Stoppage time must be added accurately even in one-sided matches like Liverpool v Manchester United last Sunday, FIFA referees chief Pierluigi Collina has said.
Football’s world governing body ordered officials at the last World Cup in Qatar to more accurately calculate stoppage time, including time lost in goal celebrations.
That led to 10 minutes and 11 seconds of additional time being played on average at the 2022 finals compared to six minutes and 30 seconds at the 2018 finals in Russia.
Effective playing time in Qatar was found to be 59 minutes and 47 seconds, compared to 55 minutes and 41 seconds in Russia.
The guidance to referees in Qatar must now be followed by all competitions worldwide from July 1 after a decision taken at the annual general meeting of the game’s lawmaking body, the International Football Association Board, last Saturday.
Collina said it was “understandable” why only three minutes of stoppage time were added in the second half of Liverpool’s 7-0 Premier League rout of Manchester United last Sunday.
However, the Italian said that unless the laws of the game were changed to automatically cut short matches where a team is winning by a big margin, adding on stoppage time accurately was vital in any competition where goal difference was a factor.
Asked what additional time had been played at Anfield, and what it should have been, Collina said: “It was one (minute in the first half) plus three (in the second half). Consider that six goals were scored in the second half.
“I can understand that showing the relevant amount of time or the additional amount of time when it’s 7-0 is difficult to understand in the specific match.
“But if the competition regulations say that goal difference is relevant for the ranking at the end (of the season), even one goal scored or not scored can make the difference.
“When I played baseball, there was a rule that, after the sixth inning, if there was a difference in terms of score of more than six, the match was over.
“Maybe in the future we may consider within the laws of the game to say that additional time has not to be given at the end of the match if there is a difference of ‘X’ goals between the teams. But these would be (changes to) the laws of the game.

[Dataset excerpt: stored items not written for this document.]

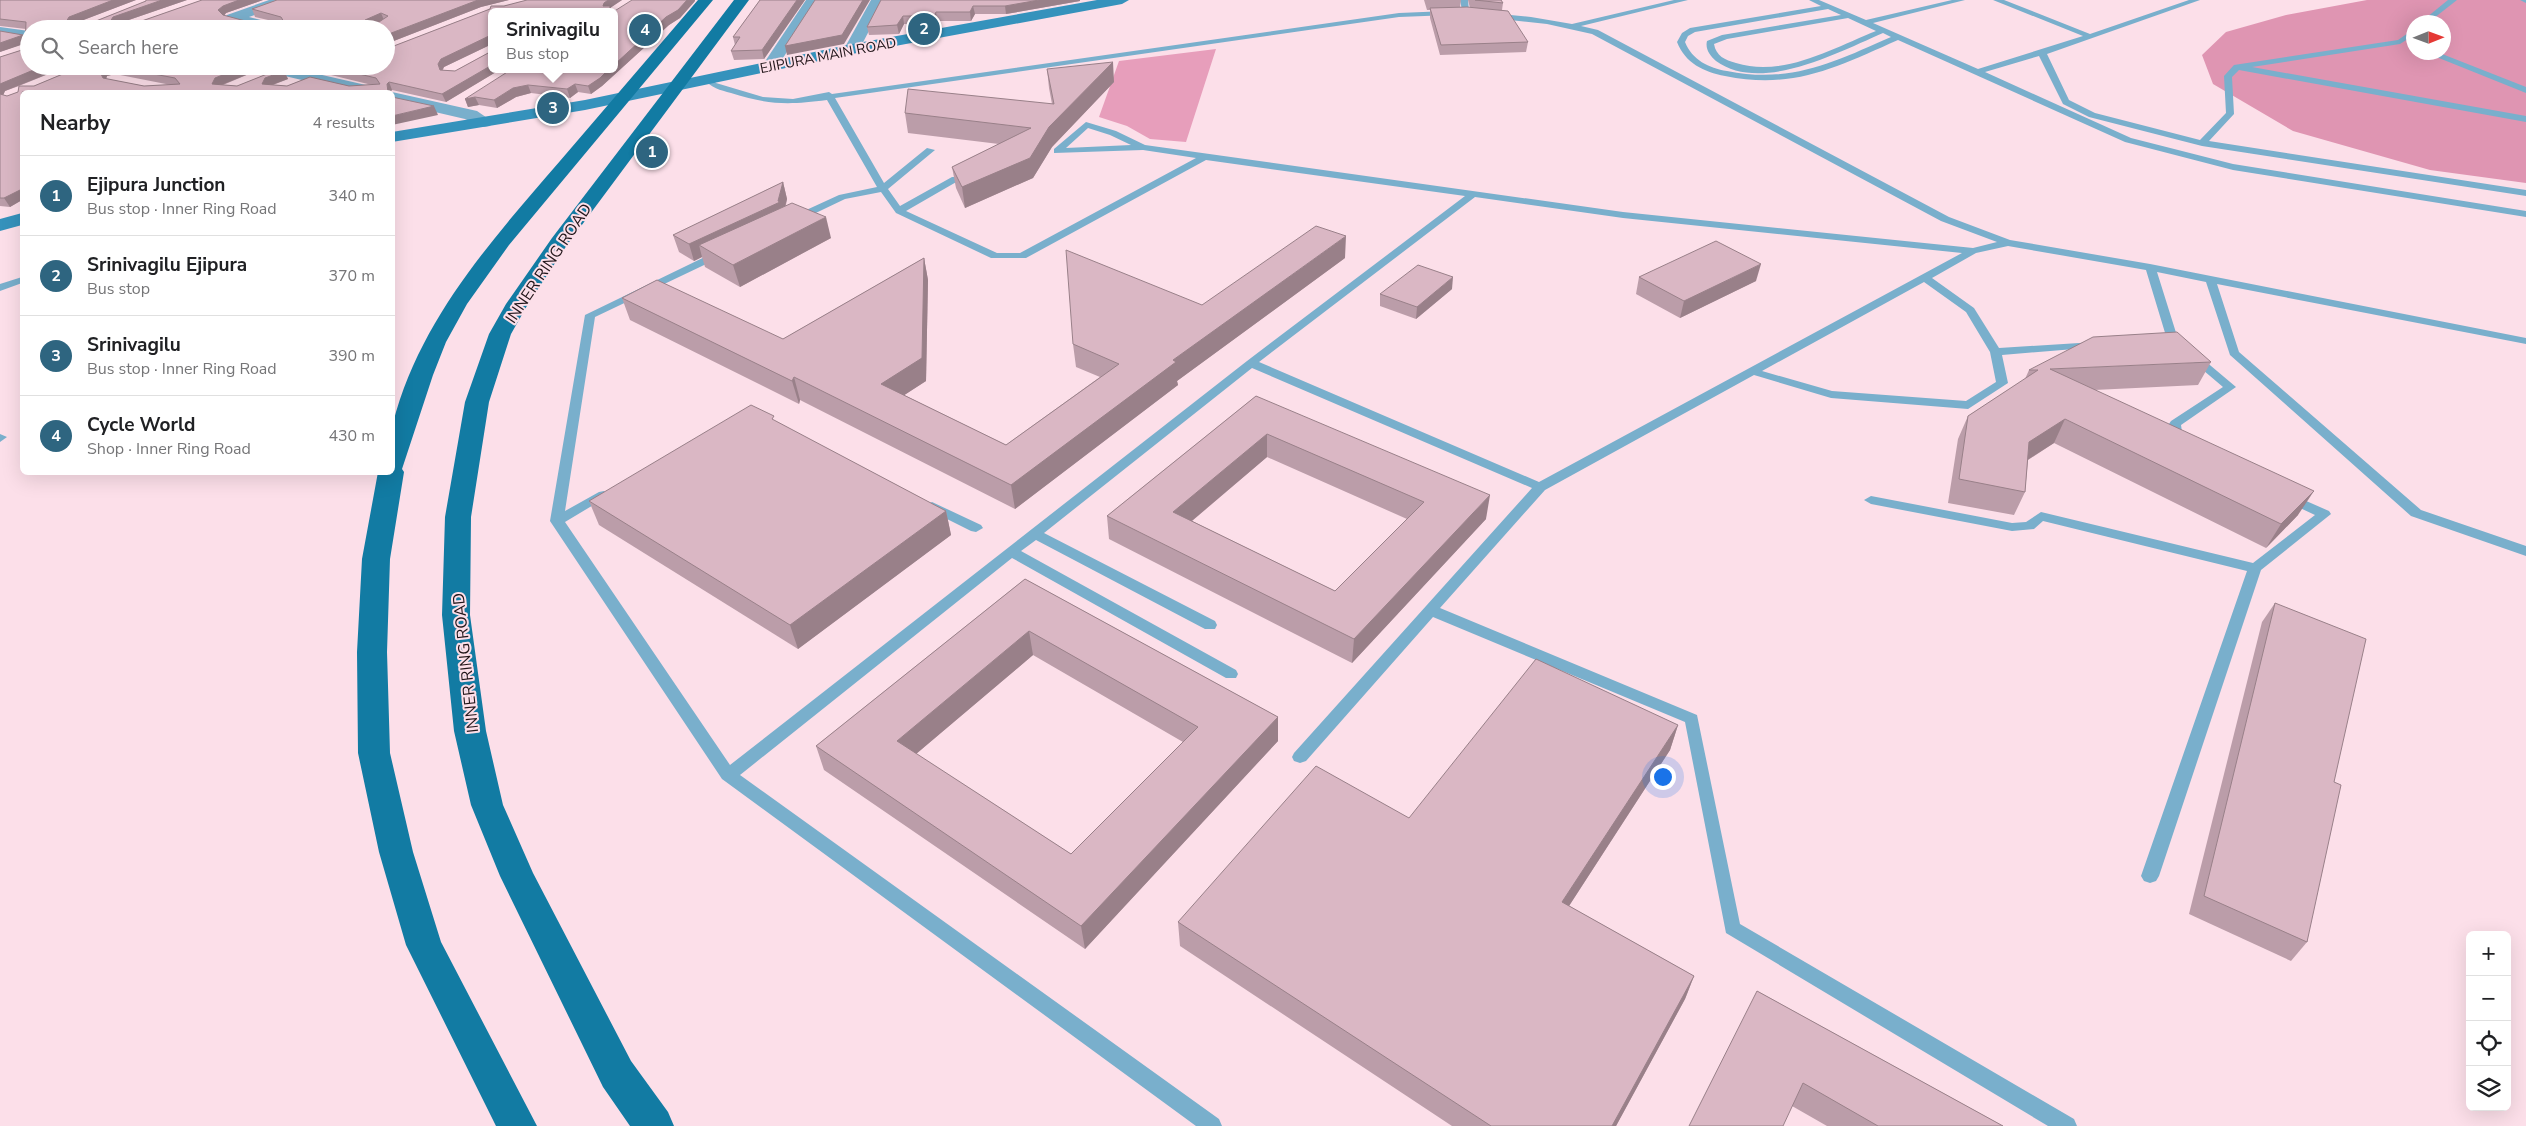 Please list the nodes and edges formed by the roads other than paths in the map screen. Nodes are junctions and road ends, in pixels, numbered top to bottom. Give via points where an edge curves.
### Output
1 (283, 0) edge
2 (706, 0) edge
3 (742, 0) edge
4 (813, 0) edge
5 (878, 0) edge
6 (1122, 0) edge
7 (1464, 0) edge
8 (1684, 0) edge
9 (1813, 0) edge
10 (1961, 0) edge
11 (1997, 0) edge
12 (2196, 0) edge
13 (2453, 0) edge
14 (1089, 3) edge
15 (1829, 7) junction
16 (1466, 12) junction
17 (2434, 15) edge
18 (1849, 16) junction
19 (240, 20) edge
20 (1865, 23) junction
21 (1572, 26) junction
22 (1884, 30) junction
23 (0, 32) edge
24 (20, 35) edge
25 (2089, 36) junction
26 (1899, 37) junction
27 (2406, 37) edge
28 (2400, 42) junction
29 (2406, 44) edge
30 (852, 49) junction
31 (2042, 53) junction
32 (2449, 60) edge
33 (770, 66) junction
34 (2237, 68) junction
35 (1976, 72) junction
36 (267, 75) edge
37 (305, 75) edge
38 (330, 75) edge
39 (317, 79) junction
40 (708, 79) junction
41 (253, 81) edge
42 (676, 86) junction
43 (285, 89) edge
44 (364, 90) edge
45 (2526, 90) edge
46 (829, 95) junction
47 (470, 97) edge
48 (624, 97) junction
49 (395, 98) edge
50 (446, 110) junction
51 (2526, 119) edge
52 (484, 122) junction
53 (395, 137) edge
54 (2202, 143) junction
55 (1143, 147) junction
56 (930, 150) dead end
57 (1205, 156) junction
58 (956, 178) edge
59 (883, 190) junction
60 (2526, 193) edge
61 (1472, 195) junction
62 (899, 212) junction
63 (2526, 214) edge
64 (20, 220) edge
65 (788, 222) edge
66 (0, 225) edge
67 (2008, 243) junction
68 (734, 248) edge
69 (1972, 251) junction
70 (2150, 267) junction
71 (1924, 278) junction
72 (2210, 279) junction
73 (20, 281) edge
74 (0, 288) edge
75 (2152, 340) edge
76 (2526, 341) edge
77 (2104, 344) edge
78 (2179, 345) junction
79 (1996, 352) junction
80 (1251, 363) junction
81 (1755, 372) junction
82 (2194, 453) edge
83 (395, 455) edge
84 (390, 475) edge
85 (1540, 487) junction
86 (618, 488) edge
87 (2272, 490) edge
88 (1871, 500) dead end
89 (923, 502) edge
90 (558, 521) junction
91 (976, 528) dead end
92 (1034, 533) junction
93 (1010, 551) junction
94 (2526, 551) edge
95 (2255, 568) junction
96 (1431, 610) junction
97 (1210, 625) dead end
98 (1231, 674) dead end
99 (1300, 757) dead end
100 (728, 775) junction
101 (2150, 876) dead end
102 (517, 1126) edge
103 (654, 1126) edge
104 (1212, 1126) edge
105 (2067, 1126) edge

1 - 19 street via 232,18
2 - 48 main road
3 - 42 main road, INNER RING ROAD
4 - 33 street
5 - 30 street
6 - 14 street, EJIPURA MAIN ROAD
7 - 16 lane
8 - 21 lane
9 - 15 lane
10 - 20 lane
11 - 25 lane
12 - 25 lane
13 - 17 lane
14 - 30 street, EJIPURA MAIN ROAD
15 - 18 lane
15 - 26 lane via 1693,30 1681,42 1690,58 1712,70 1769,80 1811,74
16 - 21 lane
16 - 46 lane via 1399,15
18 - 20 lane
18 - 22 lane via 1725,37 1710,43 1710,49 1715,56 1735,67 1768,71 1786,69
20 - 22 lane
21 - 67 lane via 1595,32 1945,219
22 - 26 lane
23 - 24 street
25 - 31 lane
26 - 35 lane
27 - 28 lane
28 - 29 lane
28 - 34 lane
30 - 33 street, EJIPURA MAIN ROAD
31 - 35 lane
31 - 54 lane via 2066,102 2092,115
32 - 45 lane
33 - 40 street, EJIPURA MAIN ROAD
34 - 51 lane
34 - 54 lane via 2228,76 2230,114
35 - 63 lane via 2128,140 2233,166
36 - 41 street
37 - 39 street
38 - 39 street
39 - 43 street
39 - 44 street
40 - 42 street, EJIPURA MAIN ROAD
40 - 46 lane via 713,86 762,100 793,102
42 - 48 street, EJIPURA MAIN ROAD
42 - 103 main road, INNER RING ROAD via 559,242 500,334 477,402 458,517 456,615 470,731 487,805 517,876 617,1074
46 - 59 lane
47 - 50 street
48 - 52 street, EJIPURA MAIN ROAD
48 - 83 main road via 502,241 457,303 421,375
49 - 50 street
50 - 52 street
52 - 53 street, EJIPURA MAIN ROAD
54 - 60 lane
55 - 55 lane via 1086,125 1056,151
55 - 57 lane
56 - 59 lane
57 - 61 lane
57 - 62 lane via 1022,256 995,256
58 - 62 lane
59 - 62 lane
59 - 65 lane via 842,197
61 - 69 lane via 1623,215
61 - 80 lane
64 - 66 street
67 - 69 lane
67 - 70 lane
68 - 90 lane via 590,315
69 - 71 lane
70 - 72 lane
70 - 78 lane
71 - 79 lane via 1970,310
71 - 81 lane
72 - 76 lane
72 - 94 lane via 2234,353 2416,513
73 - 74 lane
75 - 78 lane
77 - 79 lane
78 - 82 lane via 2230,387 2175,424 2176,444
79 - 81 lane via 2002,383 1968,405 1832,394
80 - 85 lane
80 - 92 lane
81 - 85 lane
84 - 102 main road via 376,559 372,652 374,753 396,852 424,945
85 - 96 lane
86 - 90 lane
87 - 95 lane via 2324,514
88 - 95 lane via 2012,526 2028,526 2041,516
89 - 91 lane
90 - 100 lane
92 - 93 lane
92 - 97 lane
93 - 98 lane
93 - 100 lane
95 - 101 lane
96 - 99 lane
96 - 105 lane via 1692,719 1732,928
100 - 104 lane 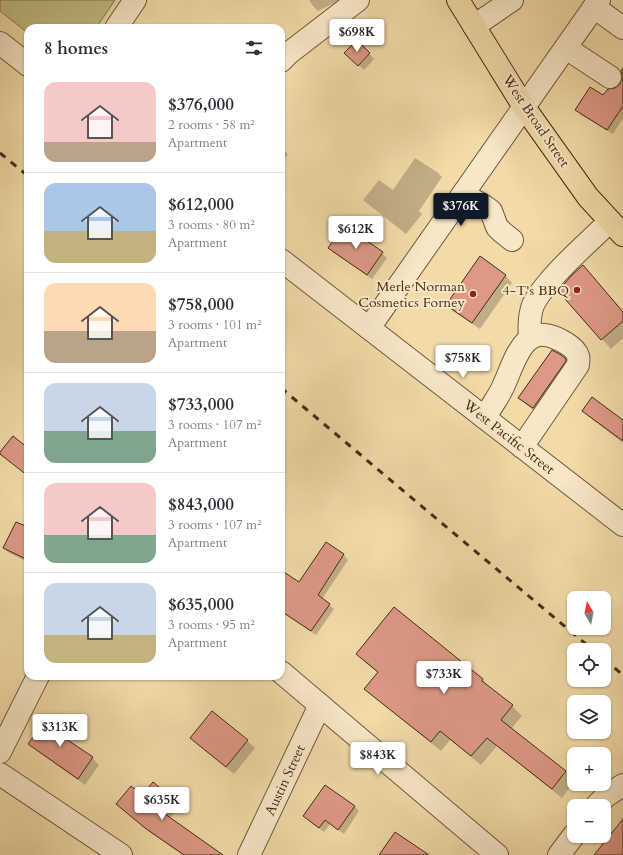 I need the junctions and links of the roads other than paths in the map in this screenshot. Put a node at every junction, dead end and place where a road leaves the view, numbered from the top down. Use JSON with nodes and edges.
{"nodes":[{"id":1,"x":135,"y":0,"type":"edge"},
{"id":2,"x":358,"y":0,"type":"edge"},
{"id":3,"x":458,"y":0,"type":"edge"},
{"id":4,"x":512,"y":0,"type":"edge"},
{"id":5,"x":597,"y":4,"type":"edge"},
{"id":6,"x":119,"y":24,"type":"edge"},
{"id":7,"x":474,"y":26,"type":"junction"},
{"id":8,"x":623,"y":28,"type":"edge"},
{"id":9,"x":0,"y":43,"type":"edge"},
{"id":10,"x":566,"y":48,"type":"junction"},
{"id":11,"x":285,"y":57,"type":"edge"},
{"id":12,"x":24,"y":62,"type":"edge"},
{"id":13,"x":610,"y":77,"type":"dead end"},
{"id":14,"x":524,"y":107,"type":"junction"},
{"id":15,"x":463,"y":194,"type":"junction"},
{"id":16,"x":617,"y":228,"type":"edge"},
{"id":17,"x":512,"y":240,"type":"dead end"},
{"id":18,"x":285,"y":263,"type":"edge"},
{"id":19,"x":369,"y":328,"type":"junction"},
{"id":20,"x":530,"y":338,"type":"junction"},
{"id":21,"x":485,"y":418,"type":"junction"},
{"id":22,"x":522,"y":447,"type":"junction"},
{"id":23,"x":623,"y":525,"type":"edge"},
{"id":24,"x":285,"y":675,"type":"edge"},
{"id":25,"x":36,"y":680,"type":"edge"},
{"id":26,"x":320,"y":705,"type":"junction"},
{"id":27,"x":0,"y":752,"type":"edge"},
{"id":28,"x":0,"y":774,"type":"edge"},
{"id":29,"x":623,"y":785,"type":"edge"},
{"id":30,"x":603,"y":799,"type":"edge"},
{"id":31,"x":568,"y":843,"type":"edge"},
{"id":32,"x":121,"y":855,"type":"edge"},
{"id":33,"x":249,"y":855,"type":"edge"},
{"id":34,"x":496,"y":855,"type":"edge"},
{"id":35,"x":559,"y":855,"type":"edge"}],
"edges":[{"from":1,"to":6,"type":"street"},
{"from":2,"to":11,"type":"street"},
{"from":3,"to":7,"type":"main road","name":"West Broad Street"},
{"from":4,"to":7,"type":"street"},
{"from":5,"to":8,"type":"street"},
{"from":5,"to":10,"type":"street"},
{"from":7,"to":14,"type":"main road","name":"West Broad Street"},
{"from":9,"to":12,"type":"street"},
{"from":10,"to":13,"type":"street"},
{"from":10,"to":14,"type":"street"},
{"from":14,"to":15,"type":"street"},
{"from":14,"to":16,"type":"main road","name":"West Broad Street"},
{"from":15,"to":17,"type":"street"},
{"from":15,"to":19,"type":"street"},
{"from":16,"to":20,"type":"street"},
{"from":18,"to":19,"type":"street","name":"West Pacific Street"},
{"from":19,"to":21,"type":"street","name":"West Pacific Street"},
{"from":20,"to":21,"type":"street"},
{"from":20,"to":22,"type":"street"},
{"from":21,"to":22,"type":"street","name":"West Pacific Street"},
{"from":22,"to":23,"type":"street","name":"West Pacific Street"},
{"from":24,"to":26,"type":"street"},
{"from":25,"to":27,"type":"street"},
{"from":26,"to":33,"type":"street","name":"Austin Street"},
{"from":26,"to":34,"type":"street"},
{"from":28,"to":32,"type":"street"},
{"from":29,"to":30,"type":"street"},
{"from":31,"to":35,"type":"street"}]} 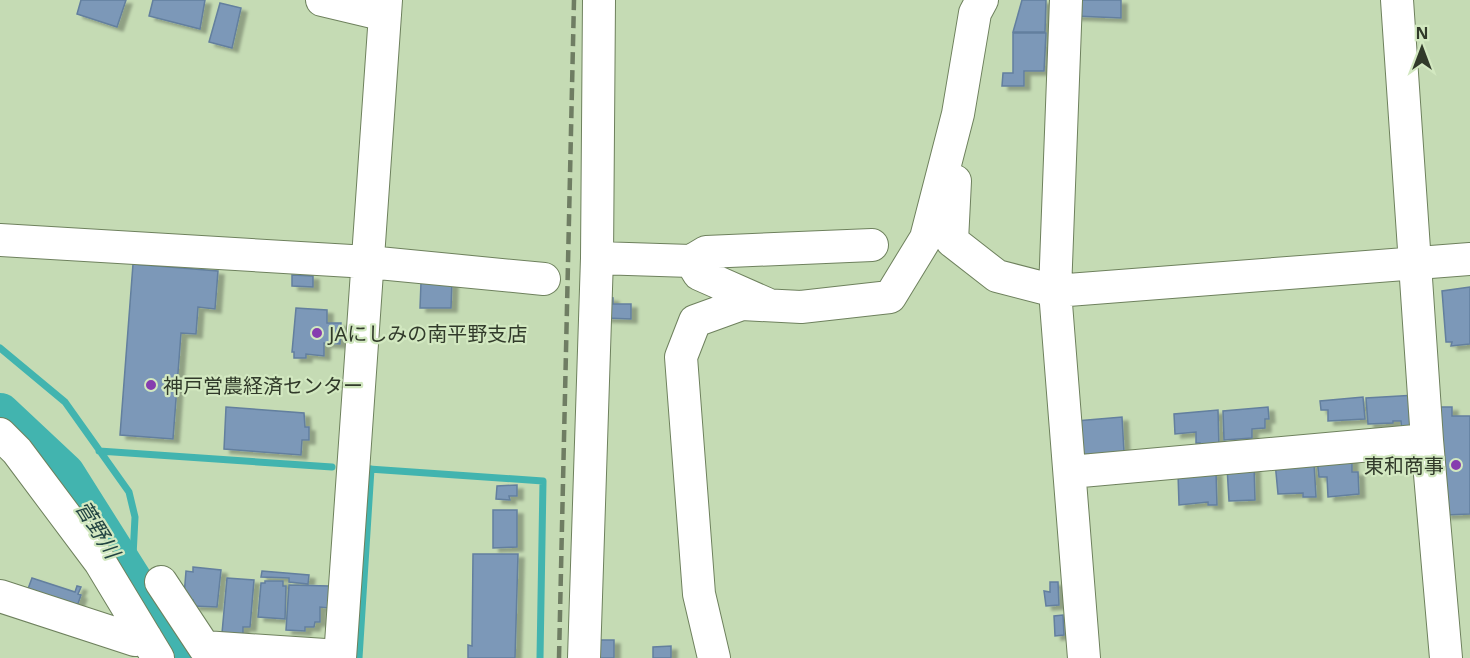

“In Spain against Costa Rica at the World Cup, Spain scored one goal in the additional time. That goal could have cost Spain or Costa Rica qualification to the next round.
“But I understand that adding additional time when the result is 7-0 would be seen as something not really understandable.”
Collina demonstrated that the World Cup average was not too far ahead of what other competitions worldwide were adding even before the new guidance came in.
He highlighted that 10 minutes or more of additional time had been added in four of the 10 Premier League matches played last weekend. He also noted that the average amount of time added on at the World Cup decreased as the tournament wore on – from 11 minutes and six seconds in the group phase to 10 minutes and 15 seconds by the semi-finals and final, and even dropped down to seven minutes and 15 seconds in the last 16.
Collina said: “Players understood wasting time was not beneficial any more, because all the time they wasted was usually compensated at the end of the match.
“So once the players realised that, that there was no benefit in wasting time, they stopped wasting time basically.”
FIFA provided a sample of the additional time being played in competitions around the world prior to the World Cup, which highlighted the Premier League‘s average was eight minutes and six seconds, dropping to seven minutes and seven seconds in Scotland’s cinch Premiership.
He said the feedback on the new approach had been overwhelmingly positive.
However, a FIFPRO report published earlier on Thursday said the new guidelines could lead to players with existing high workloads playing the equivalent of three extra matches per season, and said that should be factored into discussions around fixture planning.
The world players’ union’s general secretary, Jonas Baer-Hoffmann, said his organisation had been “caught by surprise” by the guidelines.
But Collina insisted FIFPRO was consulted via the IFAB advisory panels on the efforts to increase effective playing time, with information also shared with the 32 teams competing in Qatar at a workshop in Doha in April last year.
He said it was at those advisory panels that a proposal to introduce a stop clock was abandoned, with the focus shifting to more accurate calculation of stoppages within the existing laws of the game.
Collina also called on referees to be more “proactive” in reducing the length of minor stoppages where time is not added back, such as throw-ins, free-kicks and corners.